Medida busca reduzir a dependência do Brasil em importações de adubos

O Senado aprovou, nesta terça-feira (11), o Projeto de Lei 699/2023, que estabelece o Programa de Desenvolvimento da Indústria de Fertilizantes (Profert). O foco da proposta é aumentar a produção nacional de fertilizantes e reduzir a dependência de importações, colocando em risco a segurança do agronegócio.
O Profert traz diversas iniciativas, como a exigência de uma mistura obrigatória de fertilizantes nacionais em todos os adubos comercializados no Brasil. O percentual de mistura deverá ser definido pelo Conselho Nacional de Fertilizantes e Nutrição de Plantas (Confert), com um índice que vai variar entre 2% e 10% até julho de 2027, aumentando para até 30% até 2038.
Essa mudança visa tornar a indústria brasileira mais competitiva, já que atualmente o país importa mais de 80% dos fertilizantes que consome, com dependências alarmantes como 97,8% para os potássicos e 89% para os nitrogenados.
✨ A proposta também permite a criação de linhas de financiamento para apoiar a indústria de fertilizantes, reguladas pelo Conselho Monetário Nacional.
A relatora da proposta, senadora Tereza Cristina (PP-MS), enfatizou que a atual dependência das importações coloca o agronegócio brasileiro em uma posição vulnerável diante de flutuações de mercado e crises geopolíticas que afetam a produção.

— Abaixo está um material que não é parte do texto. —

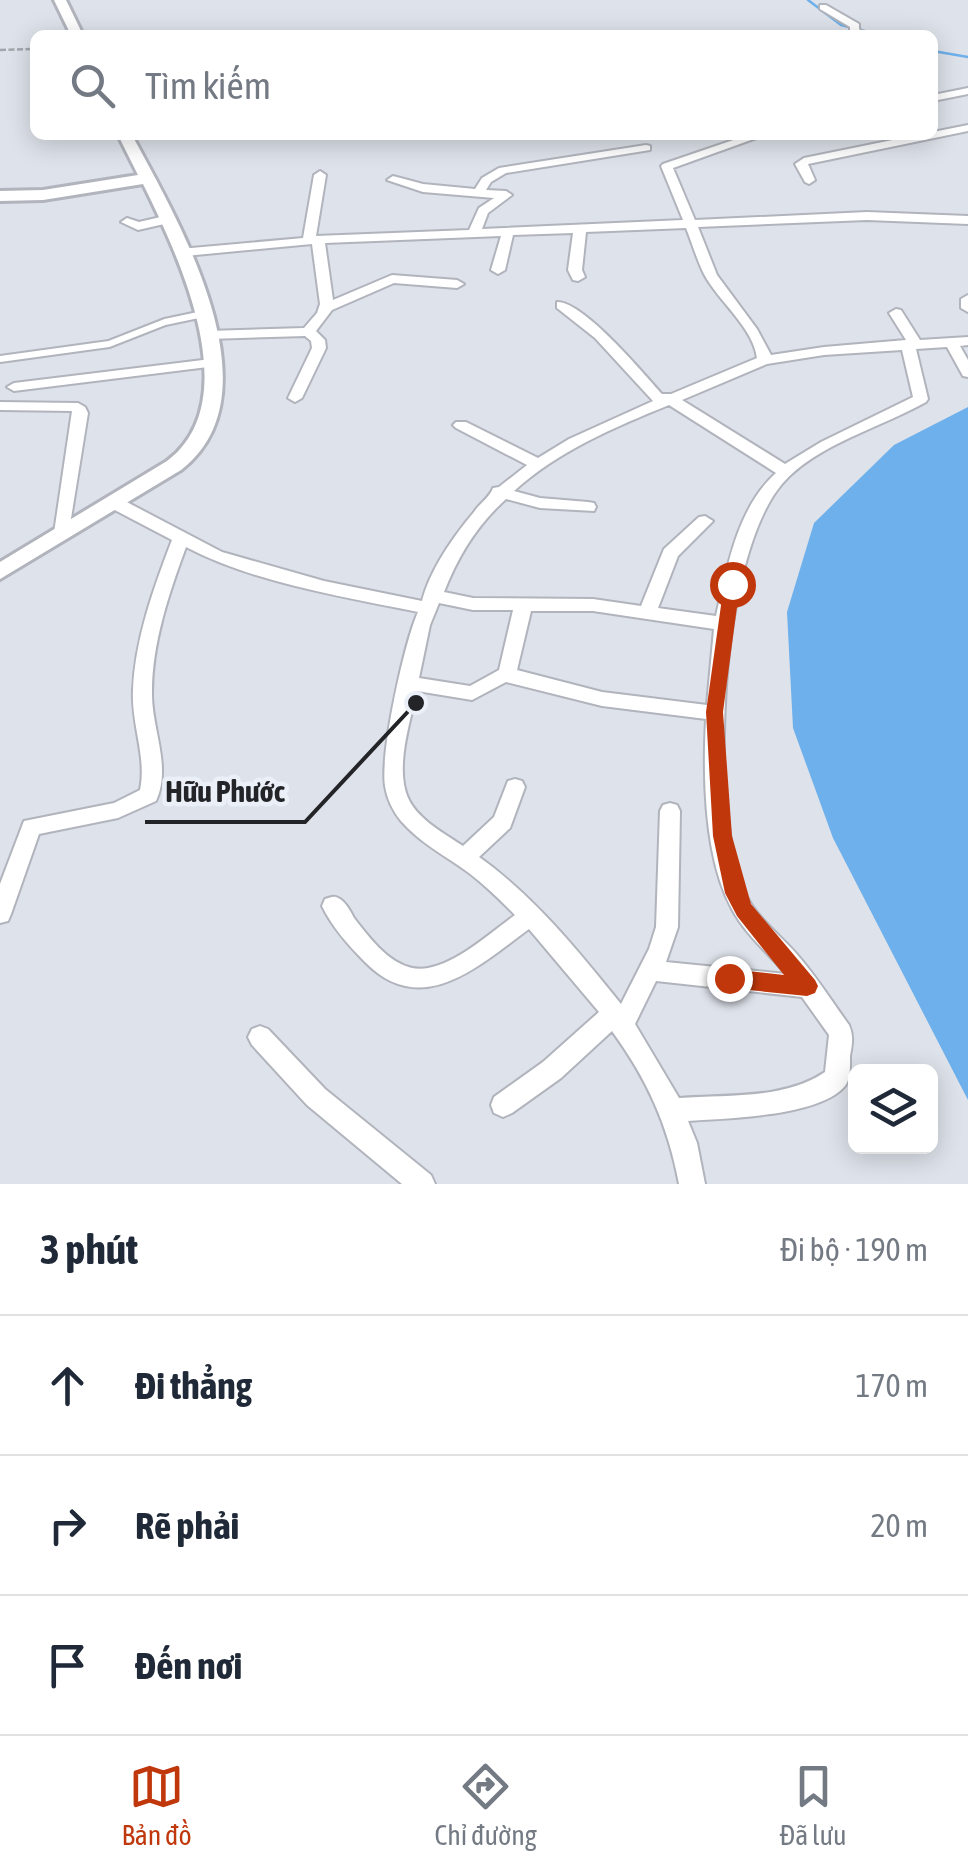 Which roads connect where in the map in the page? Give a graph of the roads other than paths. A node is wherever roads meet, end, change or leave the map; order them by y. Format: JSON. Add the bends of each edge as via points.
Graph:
{"nodes":[{"id":1,"x":60,"y":0,"type":"edge"},
{"id":2,"x":822,"y":7,"type":"dead end"},
{"id":3,"x":75,"y":30,"type":"edge"},
{"id":4,"x":852,"y":30,"type":"edge"},
{"id":5,"x":964,"y":95,"type":"edge"},
{"id":6,"x":938,"y":98,"type":"edge"},
{"id":7,"x":968,"y":128,"type":"edge"},
{"id":8,"x":938,"y":134,"type":"edge"},
{"id":9,"x":129,"y":140,"type":"edge"},
{"id":10,"x":637,"y":140,"type":"edge"},
{"id":11,"x":741,"y":140,"type":"edge"},
{"id":12,"x":888,"y":140,"type":"edge"},
{"id":13,"x":912,"y":140,"type":"edge"},
{"id":14,"x":893,"y":144,"type":"junction"},
{"id":15,"x":646,"y":148,"type":"junction"},
{"id":16,"x":667,"y":166,"type":"junction"},
{"id":17,"x":320,"y":175,"type":"dead end"},
{"id":18,"x":149,"y":178,"type":"junction"},
{"id":19,"x":393,"y":180,"type":"dead end"},
{"id":20,"x":809,"y":180,"type":"dead end"},
{"id":21,"x":480,"y":190,"type":"junction"},
{"id":22,"x":0,"y":196,"type":"edge"},
{"id":23,"x":169,"y":219,"type":"junction"},
{"id":24,"x":968,"y":220,"type":"edge"},
{"id":25,"x":128,"y":222,"type":"dead end"},
{"id":26,"x":692,"y":224,"type":"junction"},
{"id":27,"x":580,"y":228,"type":"junction"},
{"id":28,"x":508,"y":232,"type":"junction"},
{"id":29,"x":474,"y":233,"type":"junction"},
{"id":30,"x":313,"y":240,"type":"junction"},
{"id":31,"x":185,"y":252,"type":"junction"},
{"id":32,"x":498,"y":270,"type":"dead end"},
{"id":33,"x":578,"y":277,"type":"dead end"},
{"id":34,"x":457,"y":284,"type":"dead end"},
{"id":35,"x":968,"y":300,"type":"edge"},
{"id":36,"x":562,"y":305,"type":"dead end"},
{"id":37,"x":326,"y":308,"type":"junction"},
{"id":38,"x":968,"y":308,"type":"edge"},
{"id":39,"x":896,"y":313,"type":"dead end"},
{"id":40,"x":203,"y":314,"type":"junction"},
{"id":41,"x":308,"y":332,"type":"junction"},
{"id":42,"x":208,"y":335,"type":"junction"},
{"id":43,"x":968,"y":341,"type":"edge"},
{"id":44,"x":951,"y":342,"type":"junction"},
{"id":45,"x":912,"y":344,"type":"junction"},
{"id":46,"x":0,"y":359,"type":"edge"},
{"id":47,"x":764,"y":360,"type":"junction"},
{"id":48,"x":212,"y":363,"type":"junction"},
{"id":49,"x":968,"y":373,"type":"edge"},
{"id":50,"x":80,"y":380,"type":"junction"},
{"id":51,"x":14,"y":388,"type":"dead end"},
{"id":52,"x":295,"y":398,"type":"dead end"},
{"id":53,"x":664,"y":399,"type":"junction"},
{"id":54,"x":78,"y":407,"type":"junction"},
{"id":55,"x":2,"y":409,"type":"edge"},
{"id":56,"x":462,"y":425,"type":"dead end"},
{"id":57,"x":535,"y":463,"type":"junction"},
{"id":58,"x":786,"y":472,"type":"junction"},
{"id":59,"x":499,"y":492,"type":"junction"},
{"id":60,"x":115,"y":503,"type":"junction"},
{"id":61,"x":588,"y":507,"type":"dead end"},
{"id":62,"x":704,"y":521,"type":"dead end"},
{"id":63,"x":62,"y":533,"type":"junction"},
{"id":64,"x":181,"y":538,"type":"junction"},
{"id":65,"x":0,"y":572,"type":"edge"},
{"id":66,"x":430,"y":601,"type":"junction"},
{"id":67,"x":524,"y":605,"type":"junction"},
{"id":68,"x":648,"y":611,"type":"junction"},
{"id":69,"x":725,"y":624,"type":"junction"},
{"id":70,"x":507,"y":675,"type":"junction"},
{"id":71,"x":408,"y":682,"type":"junction"},
{"id":72,"x":714,"y":712,"type":"junction"},
{"id":73,"x":514,"y":787,"type":"dead end"},
{"id":74,"x":670,"y":811,"type":"dead end"},
{"id":75,"x":465,"y":857,"type":"junction"},
{"id":76,"x":333,"y":906,"type":"dead end"},
{"id":77,"x":0,"y":914,"type":"edge"},
{"id":78,"x":530,"y":916,"type":"junction"},
{"id":79,"x":650,"y":970,"type":"junction"},
{"id":80,"x":807,"y":986,"type":"junction"},
{"id":81,"x":617,"y":1020,"type":"junction"},
{"id":82,"x":260,"y":1036,"type":"dead end"},
{"id":83,"x":503,"y":1106,"type":"dead end"},
{"id":84,"x":672,"y":1110,"type":"junction"},
{"id":85,"x":422,"y":1184,"type":"edge"},
{"id":86,"x":692,"y":1184,"type":"edge"}],
"edges":[{"from":1,"to":3,"type":"street"},
{"from":2,"to":4,"type":"street","via":[[856,26]]},
{"from":5,"to":6,"type":"street"},
{"from":7,"to":8,"type":"street"},
{"from":9,"to":18,"type":"street"},
{"from":10,"to":15,"type":"street"},
{"from":11,"to":16,"type":"street"},
{"from":12,"to":14,"type":"street"},
{"from":13,"to":14,"type":"street"},
{"from":14,"to":20,"type":"street","via":[[804,162]]},
{"from":15,"to":16,"type":"street"},
{"from":15,"to":21,"type":"street","via":[[504,170]]},
{"from":16,"to":26,"type":"street"},
{"from":17,"to":30,"type":"street"},
{"from":18,"to":22,"type":"street"},
{"from":18,"to":23,"type":"street"},
{"from":19,"to":21,"type":"street"},
{"from":21,"to":29,"type":"street","via":[[506,194],[483,211]]},
{"from":23,"to":25,"type":"street"},
{"from":23,"to":31,"type":"street"},
{"from":24,"to":26,"type":"street","via":[[866,216]]},
{"from":26,"to":27,"type":"street"},
{"from":26,"to":47,"type":"street","via":[[711,275]]},
{"from":27,"to":28,"type":"street"},
{"from":27,"to":33,"type":"street"},
{"from":28,"to":29,"type":"street"},
{"from":28,"to":32,"type":"street"},
{"from":29,"to":30,"type":"street"},
{"from":30,"to":31,"type":"street"},
{"from":30,"to":37,"type":"street"},
{"from":31,"to":40,"type":"street"},
{"from":34,"to":37,"type":"street","via":[[392,279]]},
{"from":35,"to":38,"type":"street"},
{"from":36,"to":53,"type":"street"},
{"from":37,"to":41,"type":"street"},
{"from":39,"to":45,"type":"street"},
{"from":40,"to":42,"type":"street"},
{"from":40,"to":46,"type":"lane","via":[[109,344]]},
{"from":41,"to":42,"type":"street"},
{"from":41,"to":52,"type":"street","via":[[319,348]]},
{"from":42,"to":48,"type":"street"},
{"from":43,"to":44,"type":"street"},
{"from":44,"to":45,"type":"street"},
{"from":44,"to":49,"type":"street"},
{"from":45,"to":47,"type":"street"},
{"from":45,"to":58,"type":"street","via":[[921,399]]},
{"from":47,"to":53,"type":"street"},
{"from":48,"to":50,"type":"street"},
{"from":48,"to":60,"type":"street","via":[[212,408],[195,447]]},
{"from":50,"to":51,"type":"street"},
{"from":50,"to":54,"type":"street"},
{"from":53,"to":57,"type":"street"},
{"from":53,"to":58,"type":"street"},
{"from":54,"to":55,"type":"street"},
{"from":54,"to":63,"type":"street"},
{"from":56,"to":57,"type":"street"},
{"from":57,"to":59,"type":"street"},
{"from":58,"to":69,"type":"street","via":[[749,527]]},
{"from":59,"to":61,"type":"street"},
{"from":59,"to":66,"type":"street","via":[[466,534]]},
{"from":60,"to":63,"type":"street"},
{"from":60,"to":64,"type":"street"},
{"from":62,"to":68,"type":"street","via":[[670,553]]},
{"from":63,"to":65,"type":"street"},
{"from":64,"to":66,"type":"street","via":[[235,562],[324,587]]},
{"from":64,"to":77,"type":"street","via":[[142,689],[149,795],[118,810],[31,827]]},
{"from":66,"to":67,"type":"street"},
{"from":66,"to":71,"type":"street"},
{"from":67,"to":68,"type":"street"},
{"from":67,"to":70,"type":"street"},
{"from":68,"to":69,"type":"street"},
{"from":69,"to":72,"type":"street"},
{"from":70,"to":71,"type":"street","via":[[472,693]]},
{"from":70,"to":72,"type":"street","via":[[602,699]]},
{"from":71,"to":75,"type":"street","via":[[395,775],[398,801],[408,816]]},
{"from":72,"to":80,"type":"street","via":[[722,836],[735,893]]},
{"from":73,"to":75,"type":"street","via":[[503,822]]},
{"from":74,"to":79,"type":"street","via":[[670,910]]},
{"from":75,"to":78,"type":"street"},
{"from":76,"to":78,"type":"street","via":[[371,958],[407,979],[461,967]]},
{"from":78,"to":81,"type":"street"},
{"from":79,"to":80,"type":"street"},
{"from":79,"to":81,"type":"street"},
{"from":80,"to":84,"type":"street","via":[[841,1033],[836,1078],[821,1092]]},
{"from":81,"to":83,"type":"street"},
{"from":81,"to":84,"type":"street"},
{"from":82,"to":85,"type":"street","via":[[316,1097]]},
{"from":84,"to":86,"type":"street"}]} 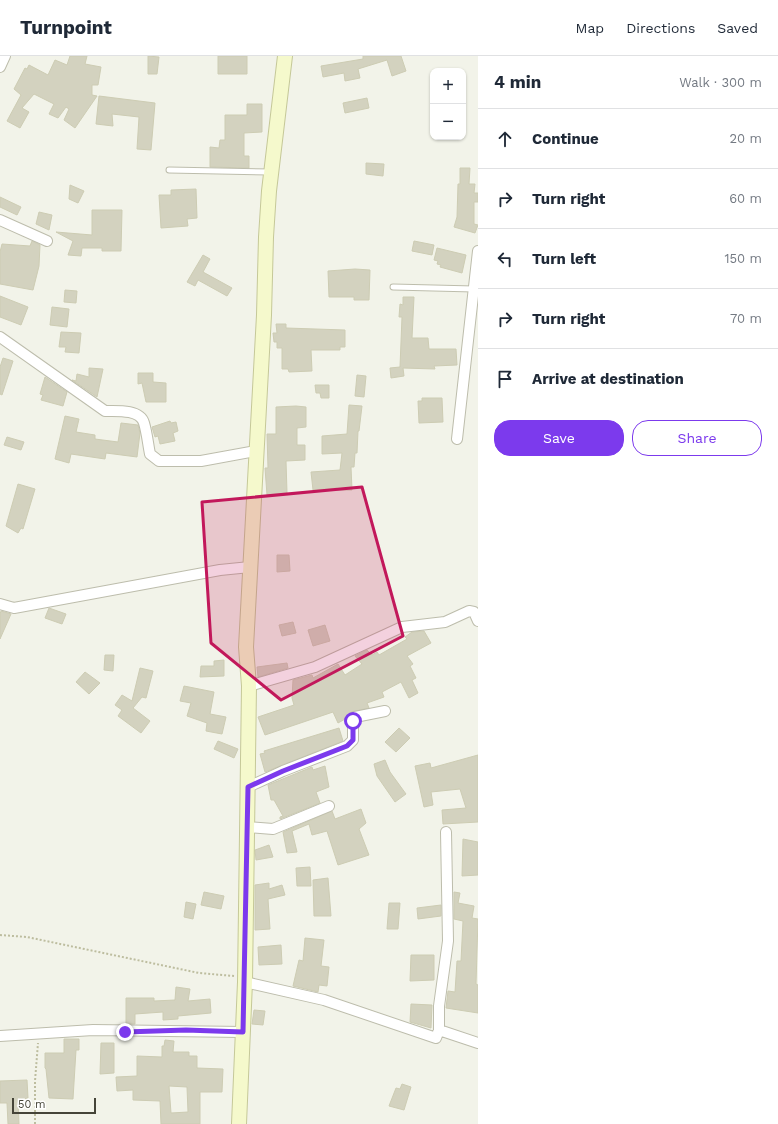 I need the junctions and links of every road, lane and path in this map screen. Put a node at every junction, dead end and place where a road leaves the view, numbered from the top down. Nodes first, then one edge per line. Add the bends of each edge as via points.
1 (5, 56) edge
2 (285, 56) edge
3 (0, 67) edge
4 (169, 170) dead end
5 (272, 172) junction
6 (0, 220) edge
7 (47, 241) dead end
8 (478, 251) edge
9 (393, 287) dead end
10 (475, 291) edge
11 (0, 337) edge
12 (457, 439) dead end
13 (256, 452) junction
14 (250, 567) junction
15 (0, 604) edge
16 (478, 621) edge
17 (249, 686) junction
18 (385, 711) dead end
19 (248, 787) junction
20 (329, 806) dead end
21 (247, 827) junction
22 (446, 832) dead end
23 (0, 935) edge
24 (245, 980) junction
25 (439, 1030) junction
26 (243, 1032) junction
27 (38, 1034) junction
28 (0, 1036) edge
29 (478, 1043) edge
30 (35, 1124) edge
31 (239, 1124) edge

1 - 3 street
2 - 5 street
4 - 5 lane
5 - 13 street via 266,236
6 - 7 street
8 - 10 street
9 - 10 lane
10 - 12 street
11 - 13 street via 105,411 124,411 140,417 144,422 150,454 159,461 201,462
13 - 14 street
14 - 15 street via 220,570 14,608
14 - 17 street via 246,647
16 - 17 street via 474,612 469,611 445,622 402,627 315,667
17 - 19 street
18 - 19 street via 355,717 353,740 347,746
19 - 21 street
20 - 21 street via 273,828
21 - 24 street
22 - 25 street via 448,941 439,1006
23 - 24 path via 27,937 199,973
24 - 25 street via 324,1000 436,1038
24 - 26 street
25 - 29 street
26 - 27 street via 93,1030
26 - 31 street
27 - 28 street
27 - 30 path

Segundo a Confederação Nacional da Indústria (CNI), o Brasil representa 8% do consumo mundial de fertilizantes.
"Essa dependência deixa o agronegócio mais exposto às oscilações dos mercados internacionais e tensões geopolíticas
Com a aprovação desta lei, o Profert avança para a fase final antes de se tornar uma nova legislação, que promete impulsionar a indústria nacional de fertilizantes e fortalecer a segurança alimentar do Brasil.